Жоэль сильно сомневался, что ему стоит выслушивать эти софизмы, слышанные уже стократно, набившие оскомину и ставшие банальностями, несмотря на то, что их носители считали себя людьми оригинальными и ни на кого не похожими. Почему все эти распутники, с удивлением подумал он, непоколебимо уверены, что обогащены каким-то особым опытом, пусть животным и всем доступным, но почему-то принимаемым ими за неповторимый и глубокий? Жоэль иногда встречал на высотах духа людей поразительной силы ума и мудрости запредельной, но среди развращенных и чувственных ему даже здравомыслящие не попадались. Либо мощь большого ума расплавит похоть, либо похоть подточит, как ржа, самый сильный ум, разъест его смрадной плесенью и превратит в ничто.

Но теперь он лучше понимал беду Камиля. Несчастье всех блудников в том, что ничего духовное не может занять их, и чтобы избежать смертной тоски, они нуждаются в чувственных удовольствиях. Но всё забавы плоти скоро иссякают, ибо примитивны и однообразны, и начинают не забавлять, но утомлять. Мир духа неистощим и беспределен, но мир плоти слишком ограничен и куц. В итоге они остаются в тоскливой пустоте. Идущие дорогами похоти не оставляют следов в этом мире, и гибнут в мире ином….

Душа Жоэля странно отяжелела от этого понимания, и тут же помутнела от нового озарения. Господи, как же опошлел, постарел, поглупел и обездарел этот человек! Чем он хвалится, чем пытается задеть его, что за вздор несёт? «Насилие для многих неизмеримо повышает наслаждение…» «Ты принял монашество, чтобы унизить меня…», «самое грязное распутство порождается жаждой любви…» И это он говорил ему? Почти похвальба содеянным, проговариваемое равнодушие к Мари, чью жизнь он изувечил, и насмешки над ним самим? Но слова Камиля не возмутили, а именно… странно разочаровали, даже утомили аббата. Если распутник осознал себя распутником и ужаснулся — он уже стал кем-то другим, но слушать подлеца, отстаивающего своё право быть таковым и даже требующего от вас уважения его принципов — это тягостно и скучно. Но, может, это просто поза? Камиль болен, истомлён и потерян. Он не равен себе.

— Жажда любви… Любви надо быть достойным.
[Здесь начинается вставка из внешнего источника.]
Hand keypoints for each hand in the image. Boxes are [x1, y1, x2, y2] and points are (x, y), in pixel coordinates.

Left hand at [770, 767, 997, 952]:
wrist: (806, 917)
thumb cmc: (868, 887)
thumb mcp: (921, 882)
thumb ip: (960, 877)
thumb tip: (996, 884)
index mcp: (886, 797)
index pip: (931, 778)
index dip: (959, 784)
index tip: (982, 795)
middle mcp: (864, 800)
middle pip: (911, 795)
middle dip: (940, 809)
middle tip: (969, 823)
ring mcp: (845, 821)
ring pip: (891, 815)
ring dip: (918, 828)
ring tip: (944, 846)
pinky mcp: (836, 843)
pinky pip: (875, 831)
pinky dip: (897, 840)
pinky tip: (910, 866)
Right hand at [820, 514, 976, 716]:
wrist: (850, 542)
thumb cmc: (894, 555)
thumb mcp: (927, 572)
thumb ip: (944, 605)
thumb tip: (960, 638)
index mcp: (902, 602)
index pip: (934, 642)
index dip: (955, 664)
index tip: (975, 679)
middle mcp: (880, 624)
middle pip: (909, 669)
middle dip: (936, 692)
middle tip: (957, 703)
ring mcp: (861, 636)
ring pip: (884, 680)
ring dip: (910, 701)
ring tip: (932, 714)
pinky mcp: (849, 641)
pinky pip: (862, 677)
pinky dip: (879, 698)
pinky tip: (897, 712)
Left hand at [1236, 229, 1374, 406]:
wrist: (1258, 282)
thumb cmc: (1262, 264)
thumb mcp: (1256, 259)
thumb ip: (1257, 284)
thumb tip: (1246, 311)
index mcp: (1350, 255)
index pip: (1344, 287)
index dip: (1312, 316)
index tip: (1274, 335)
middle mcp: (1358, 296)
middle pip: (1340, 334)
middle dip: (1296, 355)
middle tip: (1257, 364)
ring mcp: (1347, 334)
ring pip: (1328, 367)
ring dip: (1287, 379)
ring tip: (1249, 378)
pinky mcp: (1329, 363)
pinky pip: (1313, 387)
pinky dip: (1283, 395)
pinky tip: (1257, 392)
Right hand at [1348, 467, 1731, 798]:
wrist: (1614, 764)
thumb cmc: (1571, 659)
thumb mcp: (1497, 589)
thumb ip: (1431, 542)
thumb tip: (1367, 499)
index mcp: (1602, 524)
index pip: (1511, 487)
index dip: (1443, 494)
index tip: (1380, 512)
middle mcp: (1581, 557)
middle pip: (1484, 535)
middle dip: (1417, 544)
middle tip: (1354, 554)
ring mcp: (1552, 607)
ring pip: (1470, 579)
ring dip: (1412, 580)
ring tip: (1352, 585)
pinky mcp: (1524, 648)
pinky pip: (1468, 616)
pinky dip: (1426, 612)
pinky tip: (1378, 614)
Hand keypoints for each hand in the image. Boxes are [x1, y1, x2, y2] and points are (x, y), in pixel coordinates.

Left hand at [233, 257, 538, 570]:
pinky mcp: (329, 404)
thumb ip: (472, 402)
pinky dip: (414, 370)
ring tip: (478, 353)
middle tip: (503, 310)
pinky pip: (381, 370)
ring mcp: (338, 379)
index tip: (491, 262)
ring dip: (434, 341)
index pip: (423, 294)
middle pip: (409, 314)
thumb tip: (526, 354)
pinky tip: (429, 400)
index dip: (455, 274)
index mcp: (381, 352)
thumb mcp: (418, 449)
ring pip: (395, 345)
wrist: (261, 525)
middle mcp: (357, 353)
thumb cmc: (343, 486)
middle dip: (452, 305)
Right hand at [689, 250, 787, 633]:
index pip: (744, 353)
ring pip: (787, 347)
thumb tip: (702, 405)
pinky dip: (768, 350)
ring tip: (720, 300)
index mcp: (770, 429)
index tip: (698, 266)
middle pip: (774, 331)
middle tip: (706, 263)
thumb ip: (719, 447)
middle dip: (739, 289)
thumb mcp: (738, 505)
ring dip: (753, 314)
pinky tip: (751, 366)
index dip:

Ты, которого к женщине влечёт не более, чем стремление aller a la chaise percee, хочешь уверить меня….

— Что меня влечёт — меня не интересует, — перебил де Сериз, — но я давно понял, что пик наслаждения достигается лишь в моменты свершения абсолютной блудной мерзости…

Аббат вздохнул. Камиль невольно проговорился. Да, он понимал, что творит мерзости. Но что это меняло? Теперь аббат въявь заскучал и преисполнился вялой тоской. Говорить было не о чем, и Жоэль внезапно ощутил странную горечь — горечь гибели последней надежды обрести на земных стезях друга, и тут же поразился себе. Каким же глупцом он был, надеясь на это? Почему его душа когда-то выбрала именно этого человека? Что это было? Незрелость духа? Неопытность сердца? Чем он привлёк его? Жоэль не понимал себя. Он ли повзрослел или этот человек подлинно деградировал? А, может, и то, и другое?

Камиль де Сериз умолк. Он заметил, что на лице Жоэля появилось выражение отстраненное и скучающее. Это неожиданно обозлило, ибо он совсем не такой видел эту встречу. Ему казалось, что аббат взбесится и кинет ему наконец в лицо слова ненависти, злости и мести, но это скучающее равнодушие, вялое безразличие и тоскливое безучастие было для него безжалостней любых оплеух. Он бесил Камиля де Сериза до дрожи.

Аббат же, горестно и потерянно озирая Камиля, неожиданно в рассеянном недоумении вспомнил переданные ему Робером посмертные слова Розалин. Он не находил теперь в этом человеке ничего, достойного внимания, и ведь мадемуазель де Монфор-Ламори говорила почти то же самое. Да, похоже, бедняжка Розалин была права. Бочка данаид… Пустота, низость помыслов, жалкое субтильное убожество. В нём подлинно нечего полюбить… И этот человек утверждал, что его любили? Что он был любим? Когда он говорил об этом, неприятие смысла сказанного на минуту затмило для аббата его лживость. Сериз лгал, ему, понял Жоэль. С языка Жоэля невольно сорвались непродуманные, но искренние слова.

— Бог мой, а тебя, действительно… хоть когда-то… хоть раз… любили?

Сериз медленно поднял на него глаза и окинул аббата взглядом волка. Сен-Северен похолодел, поняв, что угадал, и эта угаданная правда почему-то задела его собеседника стократно больнее, чем всё остальное. Камиль, резко вскочив и на ходу бросив слова прощания, пошёл к двери.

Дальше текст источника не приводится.